▸ Exercise goal
Could you output all of the records below exactly as they appear?

▸ Provided records
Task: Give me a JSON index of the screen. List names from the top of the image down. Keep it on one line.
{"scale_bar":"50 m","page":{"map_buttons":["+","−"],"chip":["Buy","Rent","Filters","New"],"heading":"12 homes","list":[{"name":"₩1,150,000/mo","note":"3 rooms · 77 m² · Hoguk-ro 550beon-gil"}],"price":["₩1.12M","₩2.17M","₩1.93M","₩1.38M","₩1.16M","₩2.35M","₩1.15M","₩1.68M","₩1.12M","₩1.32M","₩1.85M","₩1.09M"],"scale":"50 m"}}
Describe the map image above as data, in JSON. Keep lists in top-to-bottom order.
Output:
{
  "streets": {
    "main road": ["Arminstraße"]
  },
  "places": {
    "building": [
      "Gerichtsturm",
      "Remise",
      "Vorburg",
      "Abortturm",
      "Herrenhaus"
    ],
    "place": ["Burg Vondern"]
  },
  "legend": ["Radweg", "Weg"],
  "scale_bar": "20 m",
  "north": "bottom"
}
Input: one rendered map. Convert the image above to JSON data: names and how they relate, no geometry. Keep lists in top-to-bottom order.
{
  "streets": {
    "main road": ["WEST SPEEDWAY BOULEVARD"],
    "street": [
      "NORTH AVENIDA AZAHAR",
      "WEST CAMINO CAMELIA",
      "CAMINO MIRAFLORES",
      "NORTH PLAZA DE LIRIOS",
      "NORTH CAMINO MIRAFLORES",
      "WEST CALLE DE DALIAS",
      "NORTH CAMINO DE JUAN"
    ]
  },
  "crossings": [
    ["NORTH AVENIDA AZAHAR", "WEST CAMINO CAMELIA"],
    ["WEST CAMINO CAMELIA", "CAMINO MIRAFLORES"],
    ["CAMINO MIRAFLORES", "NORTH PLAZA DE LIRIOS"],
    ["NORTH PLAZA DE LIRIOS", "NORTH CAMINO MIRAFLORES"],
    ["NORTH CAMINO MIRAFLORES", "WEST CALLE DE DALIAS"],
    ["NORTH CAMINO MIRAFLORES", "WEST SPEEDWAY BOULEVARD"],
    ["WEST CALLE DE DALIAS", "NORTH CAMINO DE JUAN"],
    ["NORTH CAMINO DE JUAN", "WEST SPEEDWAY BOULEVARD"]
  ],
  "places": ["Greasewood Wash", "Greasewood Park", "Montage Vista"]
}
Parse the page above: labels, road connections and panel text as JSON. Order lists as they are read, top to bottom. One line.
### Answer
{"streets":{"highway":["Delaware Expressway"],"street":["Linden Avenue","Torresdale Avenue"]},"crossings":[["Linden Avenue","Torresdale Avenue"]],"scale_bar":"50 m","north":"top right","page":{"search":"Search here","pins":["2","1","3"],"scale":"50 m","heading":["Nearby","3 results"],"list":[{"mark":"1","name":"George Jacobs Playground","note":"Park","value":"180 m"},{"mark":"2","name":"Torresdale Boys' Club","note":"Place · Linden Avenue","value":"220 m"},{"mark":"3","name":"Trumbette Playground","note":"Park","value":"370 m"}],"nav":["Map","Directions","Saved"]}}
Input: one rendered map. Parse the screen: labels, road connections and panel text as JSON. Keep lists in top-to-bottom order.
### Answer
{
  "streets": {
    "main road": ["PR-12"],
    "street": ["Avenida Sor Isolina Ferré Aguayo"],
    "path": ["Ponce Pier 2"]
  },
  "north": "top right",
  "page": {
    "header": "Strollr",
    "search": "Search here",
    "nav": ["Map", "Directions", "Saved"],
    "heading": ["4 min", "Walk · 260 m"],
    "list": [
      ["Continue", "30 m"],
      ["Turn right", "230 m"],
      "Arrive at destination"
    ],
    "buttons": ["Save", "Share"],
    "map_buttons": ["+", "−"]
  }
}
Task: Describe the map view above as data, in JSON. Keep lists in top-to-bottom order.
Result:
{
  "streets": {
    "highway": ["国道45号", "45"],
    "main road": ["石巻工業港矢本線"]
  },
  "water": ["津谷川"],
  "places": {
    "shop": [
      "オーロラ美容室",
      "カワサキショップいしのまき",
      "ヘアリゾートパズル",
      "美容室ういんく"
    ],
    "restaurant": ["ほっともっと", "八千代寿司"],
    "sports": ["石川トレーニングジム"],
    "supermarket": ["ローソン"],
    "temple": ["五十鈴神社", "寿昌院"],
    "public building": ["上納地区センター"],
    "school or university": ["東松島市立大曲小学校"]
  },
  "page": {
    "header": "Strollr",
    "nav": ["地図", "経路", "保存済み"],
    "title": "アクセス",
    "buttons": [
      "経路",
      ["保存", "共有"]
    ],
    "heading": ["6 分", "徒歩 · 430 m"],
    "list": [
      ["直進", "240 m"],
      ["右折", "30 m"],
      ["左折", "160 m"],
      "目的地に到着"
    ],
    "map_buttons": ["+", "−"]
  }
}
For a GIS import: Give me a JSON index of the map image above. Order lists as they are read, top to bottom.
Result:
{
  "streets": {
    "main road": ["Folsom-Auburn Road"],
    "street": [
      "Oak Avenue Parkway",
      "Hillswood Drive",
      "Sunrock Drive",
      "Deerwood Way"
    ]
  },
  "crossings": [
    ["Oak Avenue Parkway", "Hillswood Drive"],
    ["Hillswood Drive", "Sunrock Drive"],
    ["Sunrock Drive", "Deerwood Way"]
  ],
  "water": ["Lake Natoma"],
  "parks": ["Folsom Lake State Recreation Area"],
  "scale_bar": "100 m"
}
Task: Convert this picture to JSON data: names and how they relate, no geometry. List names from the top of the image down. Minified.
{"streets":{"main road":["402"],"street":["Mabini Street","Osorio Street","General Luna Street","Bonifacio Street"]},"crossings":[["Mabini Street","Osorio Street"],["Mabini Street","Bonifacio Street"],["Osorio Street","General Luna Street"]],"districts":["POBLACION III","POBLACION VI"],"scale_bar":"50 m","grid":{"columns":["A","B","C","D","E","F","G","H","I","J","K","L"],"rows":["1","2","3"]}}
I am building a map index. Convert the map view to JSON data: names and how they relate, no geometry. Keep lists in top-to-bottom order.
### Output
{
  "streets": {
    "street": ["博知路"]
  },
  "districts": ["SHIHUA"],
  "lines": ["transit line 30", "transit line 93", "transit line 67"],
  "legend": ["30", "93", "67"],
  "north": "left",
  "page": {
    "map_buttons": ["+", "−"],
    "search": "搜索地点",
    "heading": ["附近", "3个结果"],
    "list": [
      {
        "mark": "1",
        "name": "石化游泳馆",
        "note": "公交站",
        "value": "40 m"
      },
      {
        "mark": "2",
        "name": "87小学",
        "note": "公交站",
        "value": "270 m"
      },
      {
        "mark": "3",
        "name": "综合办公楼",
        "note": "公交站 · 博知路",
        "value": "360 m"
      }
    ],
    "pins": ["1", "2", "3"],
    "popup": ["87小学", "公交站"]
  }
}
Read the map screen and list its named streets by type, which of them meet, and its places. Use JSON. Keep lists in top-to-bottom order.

▸ Exercise answer
Task: Give me a JSON index of the screen. List names from the top of the image down. Keep it on one line.
{"scale_bar":"50 m","page":{"map_buttons":["+","−"],"chip":["Buy","Rent","Filters","New"],"heading":"12 homes","list":[{"name":"₩1,150,000/mo","note":"3 rooms · 77 m² · Hoguk-ro 550beon-gil"}],"price":["₩1.12M","₩2.17M","₩1.93M","₩1.38M","₩1.16M","₩2.35M","₩1.15M","₩1.68M","₩1.12M","₩1.32M","₩1.85M","₩1.09M"],"scale":"50 m"}}
Describe the map image above as data, in JSON. Keep lists in top-to-bottom order.
Output:
{
  "streets": {
    "main road": ["Arminstraße"]
  },
  "places": {
    "building": [
      "Gerichtsturm",
      "Remise",
      "Vorburg",
      "Abortturm",
      "Herrenhaus"
    ],
    "place": ["Burg Vondern"]
  },
  "legend": ["Radweg", "Weg"],
  "scale_bar": "20 m",
  "north": "bottom"
}
Input: one rendered map. Convert the image above to JSON data: names and how they relate, no geometry. Keep lists in top-to-bottom order.
{
  "streets": {
    "main road": ["WEST SPEEDWAY BOULEVARD"],
    "street": [
      "NORTH AVENIDA AZAHAR",
      "WEST CAMINO CAMELIA",
      "CAMINO MIRAFLORES",
      "NORTH PLAZA DE LIRIOS",
      "NORTH CAMINO MIRAFLORES",
      "WEST CALLE DE DALIAS",
      "NORTH CAMINO DE JUAN"
    ]
  },
  "crossings": [
    ["NORTH AVENIDA AZAHAR", "WEST CAMINO CAMELIA"],
    ["WEST CAMINO CAMELIA", "CAMINO MIRAFLORES"],
    ["CAMINO MIRAFLORES", "NORTH PLAZA DE LIRIOS"],
    ["NORTH PLAZA DE LIRIOS", "NORTH CAMINO MIRAFLORES"],
    ["NORTH CAMINO MIRAFLORES", "WEST CALLE DE DALIAS"],
    ["NORTH CAMINO MIRAFLORES", "WEST SPEEDWAY BOULEVARD"],
    ["WEST CALLE DE DALIAS", "NORTH CAMINO DE JUAN"],
    ["NORTH CAMINO DE JUAN", "WEST SPEEDWAY BOULEVARD"]
  ],
  "places": ["Greasewood Wash", "Greasewood Park", "Montage Vista"]
}
Parse the page above: labels, road connections and panel text as JSON. Order lists as they are read, top to bottom. One line.
### Answer
{"streets":{"highway":["Delaware Expressway"],"street":["Linden Avenue","Torresdale Avenue"]},"crossings":[["Linden Avenue","Torresdale Avenue"]],"scale_bar":"50 m","north":"top right","page":{"search":"Search here","pins":["2","1","3"],"scale":"50 m","heading":["Nearby","3 results"],"list":[{"mark":"1","name":"George Jacobs Playground","note":"Park","value":"180 m"},{"mark":"2","name":"Torresdale Boys' Club","note":"Place · Linden Avenue","value":"220 m"},{"mark":"3","name":"Trumbette Playground","note":"Park","value":"370 m"}],"nav":["Map","Directions","Saved"]}}
Input: one rendered map. Parse the screen: labels, road connections and panel text as JSON. Keep lists in top-to-bottom order.
### Answer
{
  "streets": {
    "main road": ["PR-12"],
    "street": ["Avenida Sor Isolina Ferré Aguayo"],
    "path": ["Ponce Pier 2"]
  },
  "north": "top right",
  "page": {
    "header": "Strollr",
    "search": "Search here",
    "nav": ["Map", "Directions", "Saved"],
    "heading": ["4 min", "Walk · 260 m"],
    "list": [
      ["Continue", "30 m"],
      ["Turn right", "230 m"],
      "Arrive at destination"
    ],
    "buttons": ["Save", "Share"],
    "map_buttons": ["+", "−"]
  }
}
Task: Describe the map view above as data, in JSON. Keep lists in top-to-bottom order.
Result:
{
  "streets": {
    "highway": ["国道45号", "45"],
    "main road": ["石巻工業港矢本線"]
  },
  "water": ["津谷川"],
  "places": {
    "shop": [
      "オーロラ美容室",
      "カワサキショップいしのまき",
      "ヘアリゾートパズル",
      "美容室ういんく"
    ],
    "restaurant": ["ほっともっと", "八千代寿司"],
    "sports": ["石川トレーニングジム"],
    "supermarket": ["ローソン"],
    "temple": ["五十鈴神社", "寿昌院"],
    "public building": ["上納地区センター"],
    "school or university": ["東松島市立大曲小学校"]
  },
  "page": {
    "header": "Strollr",
    "nav": ["地図", "経路", "保存済み"],
    "title": "アクセス",
    "buttons": [
      "経路",
      ["保存", "共有"]
    ],
    "heading": ["6 分", "徒歩 · 430 m"],
    "list": [
      ["直進", "240 m"],
      ["右折", "30 m"],
      ["左折", "160 m"],
      "目的地に到着"
    ],
    "map_buttons": ["+", "−"]
  }
}
For a GIS import: Give me a JSON index of the map image above. Order lists as they are read, top to bottom.
Result:
{
  "streets": {
    "main road": ["Folsom-Auburn Road"],
    "street": [
      "Oak Avenue Parkway",
      "Hillswood Drive",
      "Sunrock Drive",
      "Deerwood Way"
    ]
  },
  "crossings": [
    ["Oak Avenue Parkway", "Hillswood Drive"],
    ["Hillswood Drive", "Sunrock Drive"],
    ["Sunrock Drive", "Deerwood Way"]
  ],
  "water": ["Lake Natoma"],
  "parks": ["Folsom Lake State Recreation Area"],
  "scale_bar": "100 m"
}
Task: Convert this picture to JSON data: names and how they relate, no geometry. List names from the top of the image down. Minified.
{"streets":{"main road":["402"],"street":["Mabini Street","Osorio Street","General Luna Street","Bonifacio Street"]},"crossings":[["Mabini Street","Osorio Street"],["Mabini Street","Bonifacio Street"],["Osorio Street","General Luna Street"]],"districts":["POBLACION III","POBLACION VI"],"scale_bar":"50 m","grid":{"columns":["A","B","C","D","E","F","G","H","I","J","K","L"],"rows":["1","2","3"]}}
I am building a map index. Convert the map view to JSON data: names and how they relate, no geometry. Keep lists in top-to-bottom order.
### Output
{
  "streets": {
    "street": ["博知路"]
  },
  "districts": ["SHIHUA"],
  "lines": ["transit line 30", "transit line 93", "transit line 67"],
  "legend": ["30", "93", "67"],
  "north": "left",
  "page": {
    "map_buttons": ["+", "−"],
    "search": "搜索地点",
    "heading": ["附近", "3个结果"],
    "list": [
      {
        "mark": "1",
        "name": "石化游泳馆",
        "note": "公交站",
        "value": "40 m"
      },
      {
        "mark": "2",
        "name": "87小学",
        "note": "公交站",
        "value": "270 m"
      },
      {
        "mark": "3",
        "name": "综合办公楼",
        "note": "公交站 · 博知路",
        "value": "360 m"
      }
    ],
    "pins": ["1", "2", "3"],
    "popup": ["87小学", "公交站"]
  }
}
Read the map screen and list its named streets by type, which of them meet, and its places. Use JSON. Keep lists in top-to-bottom order.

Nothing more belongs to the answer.